Finally, the midfoot of the flatfoot case study followed a similar pattern to the TD population, as contact is not observed until 30% of the LT phase. This means that case study two demonstrates a defined heel strike before foot flat occurs. Once foot flat occurred however, a steeper incline across all four variables compared to TD participants was observed. The greatest increases were seen in contact area and force. Not only was a larger portion of the plantar surface in contact with the ground, but force was also being applied to it. Peak pressures showed the smallest differences to the TD cohort, suggesting that the increased forces seen are evenly dispersed across the plantar area. During double limb support the opposing limb was still supporting a portion of the load, resulting in the midfoot being less deformed and therefore producing lower pressures. During single limb support, however, force in the midfoot continued to increase, peaking at 45% of the leading foot’s stance phase (Fig. 1C). We suspect that whilst the greatest midfoot differences in the flatfoot case study occurred after termination of the LT phase, it may have been due to the hindfoot-tibia inversion present during LT which could be corrected with an orthotic.

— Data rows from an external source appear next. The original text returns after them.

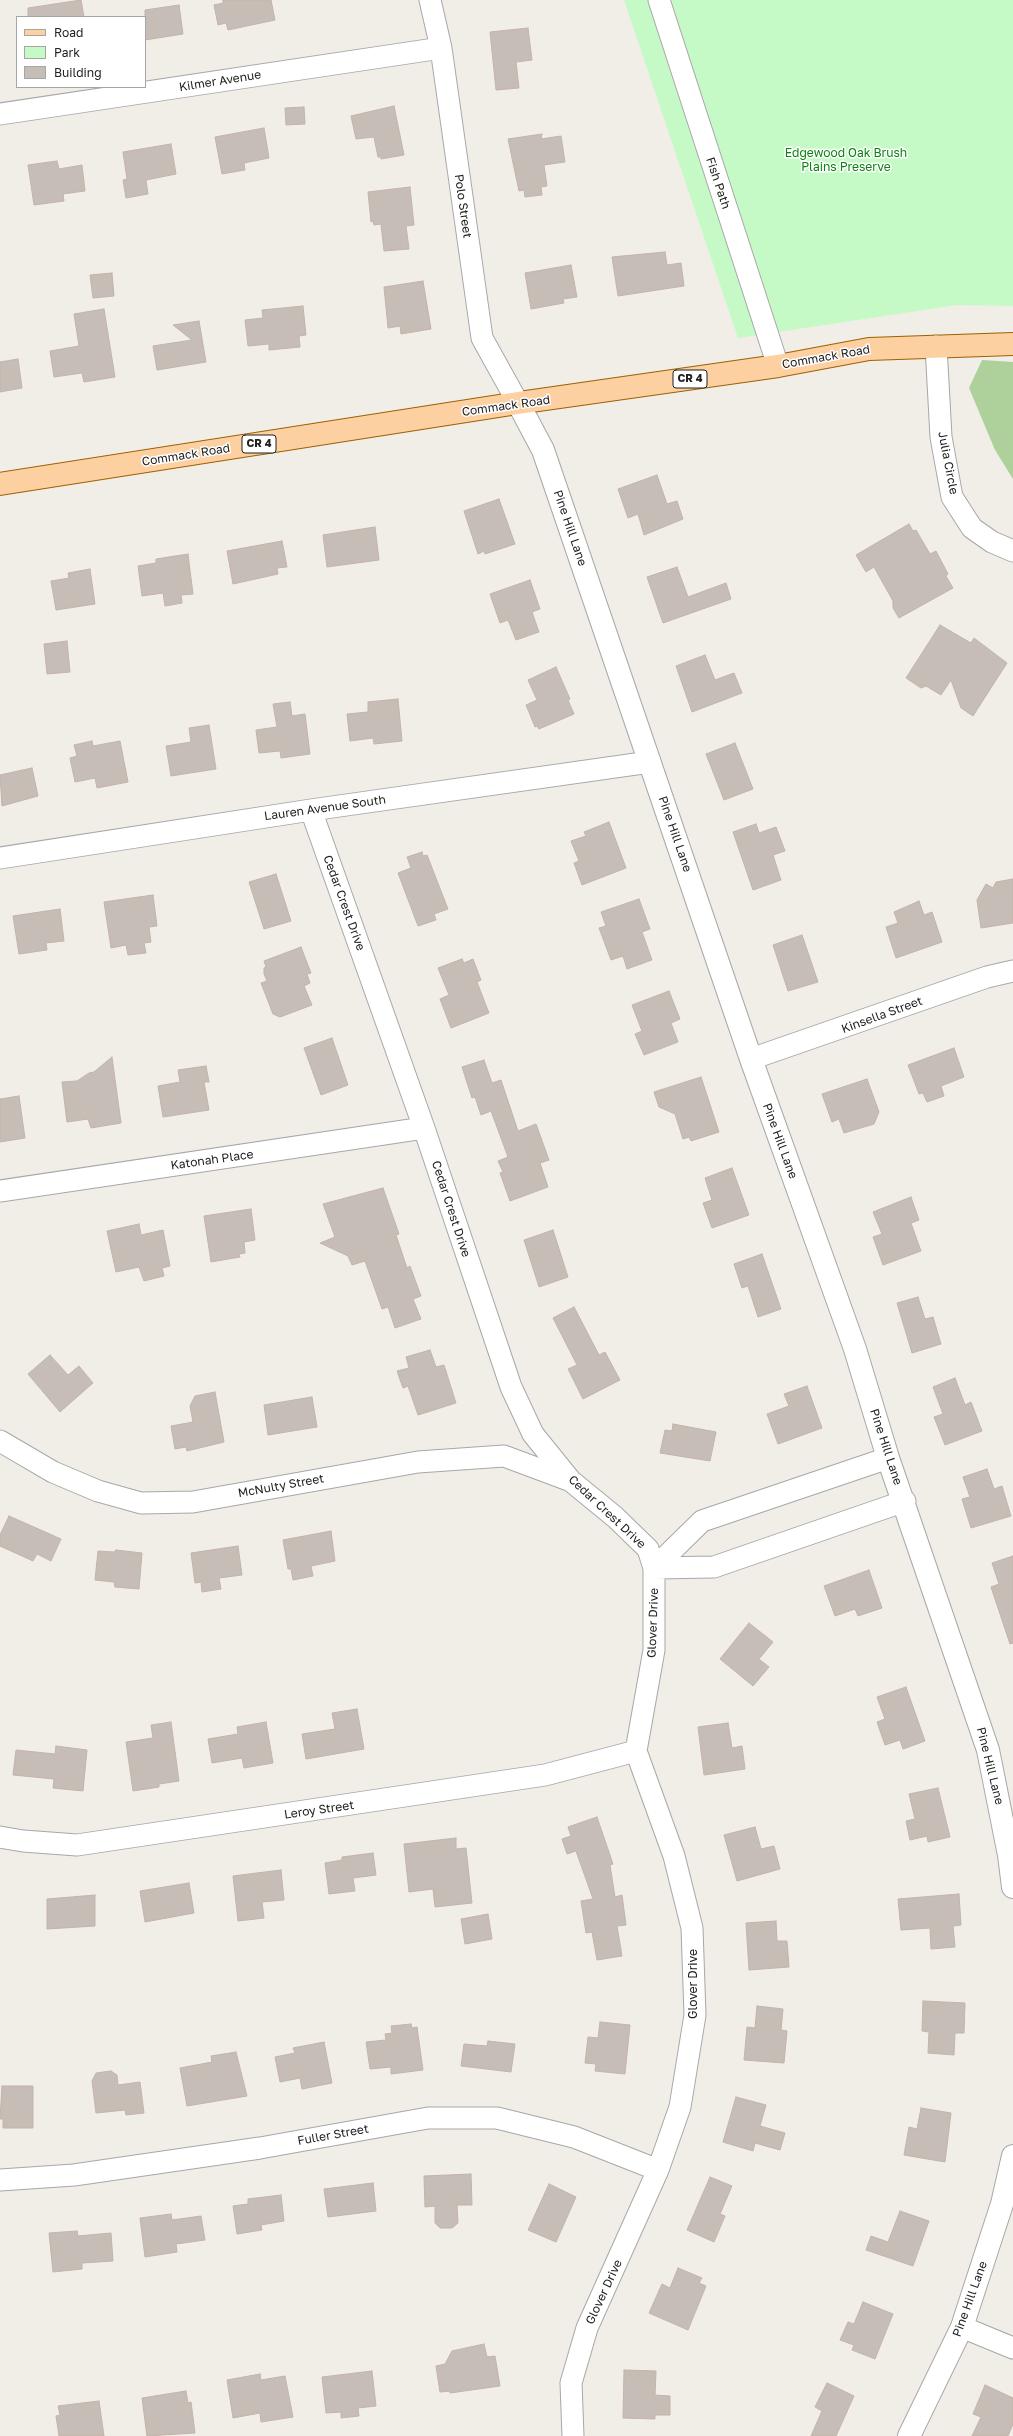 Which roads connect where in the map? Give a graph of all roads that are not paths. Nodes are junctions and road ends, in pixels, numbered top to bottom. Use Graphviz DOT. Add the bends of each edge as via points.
graph roads {
  1 [pos="430,0"];
  2 [pos="659,0"];
  3 [pos="441,48"];
  4 [pos="0,114"];
  5 [pos="1013,344"];
  6 [pos="936,346"];
  7 [pos="778,366"];
  8 [pos="518,404"];
  9 [pos="0,484"];
  10 [pos="1013,551"];
  11 [pos="650,762"];
  12 [pos="311,810"];
  13 [pos="0,858"];
  14 [pos="1013,971"];
  15 [pos="751,1059"];
  16 [pos="424,1128"];
  17 [pos="0,1191"];
  18 [pos="1,1444"];
  19 [pos="888,1458"];
  20 [pos="571,1481"];
  21 [pos="905,1502"];
  22 [pos="654,1568"];
  23 [pos="636,1751"];
  24 [pos="0,1837"];
  25 [pos="1013,1887"];
  26 [pos="1013,2156"];
  27 [pos="658,2170"];
  28 [pos="0,2180"];
  29 [pos="962,2327"];
  30 [pos="1013,2348"];
  31 [pos="568,2435"];
  32 [pos="909,2436"];
  1 -- 3 [label="street, Polo Street"];
  2 -- 7 [label="street, Fish Path"];
  3 -- 4 [label="street, Kilmer Avenue"];
  3 -- 8 [label="street, Polo Street" via="482,338"];
  5 -- 6 [label="main road, Commack Road / CR 4"];
  6 -- 7 [label="main road, Commack Road / CR 4" via="869,348"];
  6 -- 10 [label="street, Julia Circle" via="941,437 952,497 972,528"];
  7 -- 8 [label="main road, Commack Road / CR 4"];
  8 -- 9 [label="main road, Commack Road / CR 4"];
  8 -- 11 [label="street, Pine Hill Lane" via="543,450"];
  11 -- 12 [label="street, Lauren Avenue South"];
  11 -- 15 [label="street, Pine Hill Lane"];
  12 -- 13 [label="street, Lauren Avenue South"];
  12 -- 16 [label="street, Cedar Crest Drive"];
  14 -- 15 [label="street, Kinsella Street" via="987,977"];
  15 -- 19 [label="street, Pine Hill Lane" via="855,1349"];
  16 -- 17 [label="street, Katonah Place"];
  16 -- 20 [label="street, Cedar Crest Drive" via="511,1387 533,1434"];
  18 -- 20 [label="street, McNulty Street" via="52,1472 98,1491 141,1503 193,1502 418,1462 504,1456"];
  19 -- 21 [label="street, Pine Hill Lane"];
  19 -- 22 [label="street" via="702,1521"];
  20 -- 22 [label="street, Cedar Crest Drive" via="615,1517 648,1549"];
  21 -- 22 [label="street" via="714,1567"];
  21 -- 25 [label="street, Pine Hill Lane" via="988,1750"];
  22 -- 23 [label="street, Glover Drive" via="654,1650"];
  23 -- 24 [label="street, Leroy Street" via="545,1775 77,1845 23,1842"];
  23 -- 27 [label="street, Glover Drive" via="674,1856 692,1928 695,2014 680,2107"];
  26 -- 29 [label="street, Pine Hill Lane" via="1002,2204"];
  27 -- 28 [label="street, Fuller Street" via="574,2137 497,2118 428,2118 260,2148 82,2174"];
  27 -- 31 [label="street, Glover Drive" via="588,2328 571,2383"];
  29 -- 30 [label="street"];
  29 -- 32 [label="street, Pine Hill Lane"];
}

The pressure reported for the flat foot case study is in good agreement with kinematic data presented in Supplementary figure 5 and in the literature [36, 44], suggesting that plantar loads analysis that incorporates anatomical landmark projections might be sufficient for clinical interpretation when full lower limb kinematics is not feasible. Access to both 3D motion capture systems and plantar load devices may be confined to hospital based gait laboratories and clinical research facilities. Nonetheless, our findings suggest that collection of a minimal marker set and plantar loads may allow for a more economical option for clinical evaluation of foot motion when a fully equipped laboratory is not available. It’s important to acknowledge that our TD cohort was relatively small for a normative database, with a large age range of participants at various stages of development and gait maturity. Additionally, the case studies do not necessarily represent the range of foot impairments seen in CTEV and flatfoot patients. Nonetheless, our data does provide evidence of the importance of examining the LT phase in clinical management. Future studies should investigate the impact of gait maturation on regional pressure and force metrics, using a larger dataset that can be evaluated with cluster analysis, to determine whether age specific normative reference data is indicated. It would also be beneficial to produce complete data sets for various clinical populations. It is likely not feasible to review all force, area and pressure profiles in focus on the LT phase in a clinical review. Keijsers and colleagues  report high correlations between reported peak pressure and mean pressure variables in a typical population, suggesting reporting fewer parameters is sufficient. We therefore recommend that normalised force and peak pressures should be the first point of reference. These variables show how force is transferred between regions and highlight areas of concern for pressure sores and ulceration. In summary our findings highlight (i) the importance of isolating data collected during double limb support and (ii) examining the LT phase has the potential to provide clinically meaningful information for intervention planning.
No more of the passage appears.